What to work on:
Only lines with the word "true" are wanted; copy each of them from the listing below.

Exercise materials:
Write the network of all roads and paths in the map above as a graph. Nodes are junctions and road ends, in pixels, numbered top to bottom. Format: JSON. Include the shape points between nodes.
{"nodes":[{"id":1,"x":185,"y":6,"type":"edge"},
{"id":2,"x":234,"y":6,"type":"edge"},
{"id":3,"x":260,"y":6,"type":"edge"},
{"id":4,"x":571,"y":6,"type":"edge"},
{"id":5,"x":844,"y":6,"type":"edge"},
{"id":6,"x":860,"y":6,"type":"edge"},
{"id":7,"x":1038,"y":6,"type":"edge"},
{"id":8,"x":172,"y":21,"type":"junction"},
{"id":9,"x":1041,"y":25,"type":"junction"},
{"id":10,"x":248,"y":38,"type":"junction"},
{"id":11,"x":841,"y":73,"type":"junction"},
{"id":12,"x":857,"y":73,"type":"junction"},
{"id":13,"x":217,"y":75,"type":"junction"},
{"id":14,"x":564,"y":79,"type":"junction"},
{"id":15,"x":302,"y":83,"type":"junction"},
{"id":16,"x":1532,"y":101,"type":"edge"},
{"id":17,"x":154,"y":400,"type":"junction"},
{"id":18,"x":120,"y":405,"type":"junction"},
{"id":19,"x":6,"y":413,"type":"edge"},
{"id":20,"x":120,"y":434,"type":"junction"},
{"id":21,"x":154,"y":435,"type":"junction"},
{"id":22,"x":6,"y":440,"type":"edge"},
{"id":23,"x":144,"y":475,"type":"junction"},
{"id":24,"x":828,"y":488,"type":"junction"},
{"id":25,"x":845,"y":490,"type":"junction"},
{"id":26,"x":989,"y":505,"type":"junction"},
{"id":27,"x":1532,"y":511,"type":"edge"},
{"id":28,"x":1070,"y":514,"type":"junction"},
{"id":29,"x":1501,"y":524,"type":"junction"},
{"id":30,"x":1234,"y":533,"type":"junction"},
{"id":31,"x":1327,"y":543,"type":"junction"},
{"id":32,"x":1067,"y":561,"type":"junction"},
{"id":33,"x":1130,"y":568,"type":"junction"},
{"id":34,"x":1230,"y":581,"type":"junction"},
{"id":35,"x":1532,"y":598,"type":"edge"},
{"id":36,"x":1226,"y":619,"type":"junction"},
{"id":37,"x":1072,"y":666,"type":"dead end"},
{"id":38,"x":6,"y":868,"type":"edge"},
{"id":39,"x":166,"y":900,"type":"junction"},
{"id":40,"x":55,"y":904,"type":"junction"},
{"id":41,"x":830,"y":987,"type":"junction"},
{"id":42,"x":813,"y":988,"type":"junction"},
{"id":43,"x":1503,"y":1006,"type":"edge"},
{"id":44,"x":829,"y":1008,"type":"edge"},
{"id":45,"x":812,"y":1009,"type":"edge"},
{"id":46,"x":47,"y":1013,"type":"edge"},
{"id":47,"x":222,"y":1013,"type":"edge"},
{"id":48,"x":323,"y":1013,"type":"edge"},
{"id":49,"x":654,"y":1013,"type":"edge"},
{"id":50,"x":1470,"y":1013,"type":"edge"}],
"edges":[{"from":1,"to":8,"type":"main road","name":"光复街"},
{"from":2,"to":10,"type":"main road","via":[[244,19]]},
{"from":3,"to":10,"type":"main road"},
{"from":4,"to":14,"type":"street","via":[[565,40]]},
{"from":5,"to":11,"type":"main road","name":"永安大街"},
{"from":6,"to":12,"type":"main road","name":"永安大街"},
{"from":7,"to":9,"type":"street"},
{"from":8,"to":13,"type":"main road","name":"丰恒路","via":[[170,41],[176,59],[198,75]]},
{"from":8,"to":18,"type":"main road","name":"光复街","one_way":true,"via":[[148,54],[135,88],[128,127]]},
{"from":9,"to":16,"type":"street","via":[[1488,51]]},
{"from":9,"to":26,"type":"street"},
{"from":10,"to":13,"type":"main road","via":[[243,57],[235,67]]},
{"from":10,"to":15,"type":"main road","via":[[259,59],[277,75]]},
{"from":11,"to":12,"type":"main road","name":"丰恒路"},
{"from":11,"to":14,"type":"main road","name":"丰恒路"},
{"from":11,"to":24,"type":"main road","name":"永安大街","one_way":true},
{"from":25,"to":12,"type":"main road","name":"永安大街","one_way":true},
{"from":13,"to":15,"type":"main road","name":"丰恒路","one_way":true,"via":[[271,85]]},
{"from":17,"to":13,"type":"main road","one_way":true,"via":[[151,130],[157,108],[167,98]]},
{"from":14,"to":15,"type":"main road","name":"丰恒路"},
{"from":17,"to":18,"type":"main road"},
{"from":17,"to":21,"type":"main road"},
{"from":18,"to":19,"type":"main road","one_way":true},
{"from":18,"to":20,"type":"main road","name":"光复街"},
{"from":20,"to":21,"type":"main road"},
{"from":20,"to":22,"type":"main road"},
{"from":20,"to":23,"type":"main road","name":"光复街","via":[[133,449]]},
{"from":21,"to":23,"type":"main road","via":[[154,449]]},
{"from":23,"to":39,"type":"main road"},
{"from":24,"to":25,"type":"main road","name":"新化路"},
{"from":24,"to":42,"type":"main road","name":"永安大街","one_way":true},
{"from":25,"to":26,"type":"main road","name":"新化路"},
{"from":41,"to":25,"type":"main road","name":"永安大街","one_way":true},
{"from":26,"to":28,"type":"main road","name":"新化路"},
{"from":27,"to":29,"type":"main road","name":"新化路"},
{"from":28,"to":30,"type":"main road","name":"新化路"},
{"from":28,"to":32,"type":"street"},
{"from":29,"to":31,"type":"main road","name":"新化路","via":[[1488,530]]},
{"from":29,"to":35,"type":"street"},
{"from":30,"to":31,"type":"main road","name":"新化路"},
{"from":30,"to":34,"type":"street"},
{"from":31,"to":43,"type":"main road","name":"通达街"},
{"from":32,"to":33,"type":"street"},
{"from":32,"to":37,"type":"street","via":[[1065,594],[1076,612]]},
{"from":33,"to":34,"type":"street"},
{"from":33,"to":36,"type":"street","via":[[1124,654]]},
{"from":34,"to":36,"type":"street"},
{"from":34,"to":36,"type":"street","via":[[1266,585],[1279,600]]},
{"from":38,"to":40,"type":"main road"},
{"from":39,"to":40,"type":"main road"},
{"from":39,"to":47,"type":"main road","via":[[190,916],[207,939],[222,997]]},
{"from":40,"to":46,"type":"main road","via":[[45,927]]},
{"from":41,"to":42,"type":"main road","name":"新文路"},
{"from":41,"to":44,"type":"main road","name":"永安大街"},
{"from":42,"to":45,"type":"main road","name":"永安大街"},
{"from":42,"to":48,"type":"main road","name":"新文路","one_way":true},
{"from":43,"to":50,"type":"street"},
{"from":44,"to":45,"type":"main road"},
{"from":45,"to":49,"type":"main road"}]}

Written answer:
{"from":8,"to":18,"type":"main road","name":"光复街","one_way":true,"via":[[148,54],[135,88],[128,127]]},
{"from":11,"to":24,"type":"main road","name":"永安大街","one_way":true},
{"from":25,"to":12,"type":"main road","name":"永安大街","one_way":true},
{"from":13,"to":15,"type":"main road","name":"丰恒路","one_way":true,"via":[[271,85]]},
{"from":17,"to":13,"type":"main road","one_way":true,"via":[[151,130],[157,108],[167,98]]},
{"from":18,"to":19,"type":"main road","one_way":true},
{"from":24,"to":42,"type":"main road","name":"永安大街","one_way":true},
{"from":41,"to":25,"type":"main road","name":"永安大街","one_way":true},
{"from":42,"to":48,"type":"main road","name":"新文路","one_way":true},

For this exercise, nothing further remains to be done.